Hence, I designed the filter objects to similarly compact and simple yet similar to the global filter dropdowns. In collaboration with the PM I defined styling properties and features to be exposed in the properties panel for those filter objects and decided on their hierarchy based on learnings from user research. In my work I also used quick surveys with internal personas to gather insights. Collaborating with developers on the implementation of the designs brought some additional feedback, for example on including multi-select by keyboard.
Usertesting
I tested with five expert users in moderated (remote and in person) user tests to understand if filtering is intuitive and flag problems that users might encounter. I created a script with tasks to determine task completion rates. The tests showed 100% completion rate of tasks but also clear patterns: users wish to have filter feedback on each chart to improve understanding of what is being in or excluded, they need to be able to read long value names in filter dropdowns and want more control over available dimensions in the filter bar.
I used affinity diagramming to cluster insights into high priority, quick fixes and long term opportunities that I presented to the stakeholder team. Together with the product manager, I prioritized those results and processed quick fixes such as adding tooltips for long field names. One of the strong patterns were that users want to see feedback in the charts on which filters were applied in the properties panel by the creator of the chart. To solve that problem, I developed a design concept for a floating filter pane that can be opened via a filter icon that is added when a filter is applied. Due to limited developer capacity and as business prioritized other features, this has been moved to a backlog and only shared to stakeholders.
View stakeholder presentation
Reflections
In general, usertesting showed that expert users find the filtering experience I designed intuitive and familiar. Task completion rates were high (95%). Due to business limitations though, only the feedback bar has been developed and the filter button with the pane had to be saved for a silver iteration.

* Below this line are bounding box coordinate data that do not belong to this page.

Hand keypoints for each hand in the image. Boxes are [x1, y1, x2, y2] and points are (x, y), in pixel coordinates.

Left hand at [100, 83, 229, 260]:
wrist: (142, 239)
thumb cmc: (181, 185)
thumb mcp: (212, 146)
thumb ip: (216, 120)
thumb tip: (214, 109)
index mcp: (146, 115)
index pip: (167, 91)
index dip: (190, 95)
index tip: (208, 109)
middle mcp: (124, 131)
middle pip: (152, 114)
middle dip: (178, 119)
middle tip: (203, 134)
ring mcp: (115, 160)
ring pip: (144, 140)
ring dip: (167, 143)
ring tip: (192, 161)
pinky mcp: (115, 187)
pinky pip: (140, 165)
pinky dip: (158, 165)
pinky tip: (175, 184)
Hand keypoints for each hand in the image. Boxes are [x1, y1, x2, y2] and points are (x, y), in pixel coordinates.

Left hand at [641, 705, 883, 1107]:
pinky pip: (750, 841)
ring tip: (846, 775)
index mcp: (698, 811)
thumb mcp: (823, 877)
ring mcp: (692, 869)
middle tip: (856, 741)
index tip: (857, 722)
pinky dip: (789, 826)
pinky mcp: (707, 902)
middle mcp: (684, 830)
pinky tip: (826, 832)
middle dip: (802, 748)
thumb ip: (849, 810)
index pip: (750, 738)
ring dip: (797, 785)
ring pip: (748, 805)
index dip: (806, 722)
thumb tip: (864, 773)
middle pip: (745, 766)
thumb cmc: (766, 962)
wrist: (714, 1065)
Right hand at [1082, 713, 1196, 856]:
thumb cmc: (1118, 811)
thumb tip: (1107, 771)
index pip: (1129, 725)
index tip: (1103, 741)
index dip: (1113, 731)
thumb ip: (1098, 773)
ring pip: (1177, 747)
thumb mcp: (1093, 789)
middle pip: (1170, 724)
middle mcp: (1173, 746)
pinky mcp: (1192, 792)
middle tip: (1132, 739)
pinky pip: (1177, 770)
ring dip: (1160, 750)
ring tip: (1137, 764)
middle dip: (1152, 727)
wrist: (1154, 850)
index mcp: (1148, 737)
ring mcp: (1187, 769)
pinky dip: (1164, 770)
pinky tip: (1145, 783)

As the horizontal pane can be disturbing in the workbook design, the option was added to remove it and keep a floating button for applying and removing filters. Improving the filtering experience is an ongoing endevaour. I collect user feedback on an ongoing basis from users commenting on Astrato´s community platform. I log this feedback in our research documentation tool Glean.ly which allows to detect new patterns.
As Astrato matures and finances are being secured, more effort should be made towards integrating user feedback such as displaying in-chart filter feedback into next iterations. Ideally, two or more filtering experiences can be offered to users in order to customize the workbook creation experience. If more resources can be allocated, the formerly preferred option of a floating filter button with collapsible pane should be developed and tested.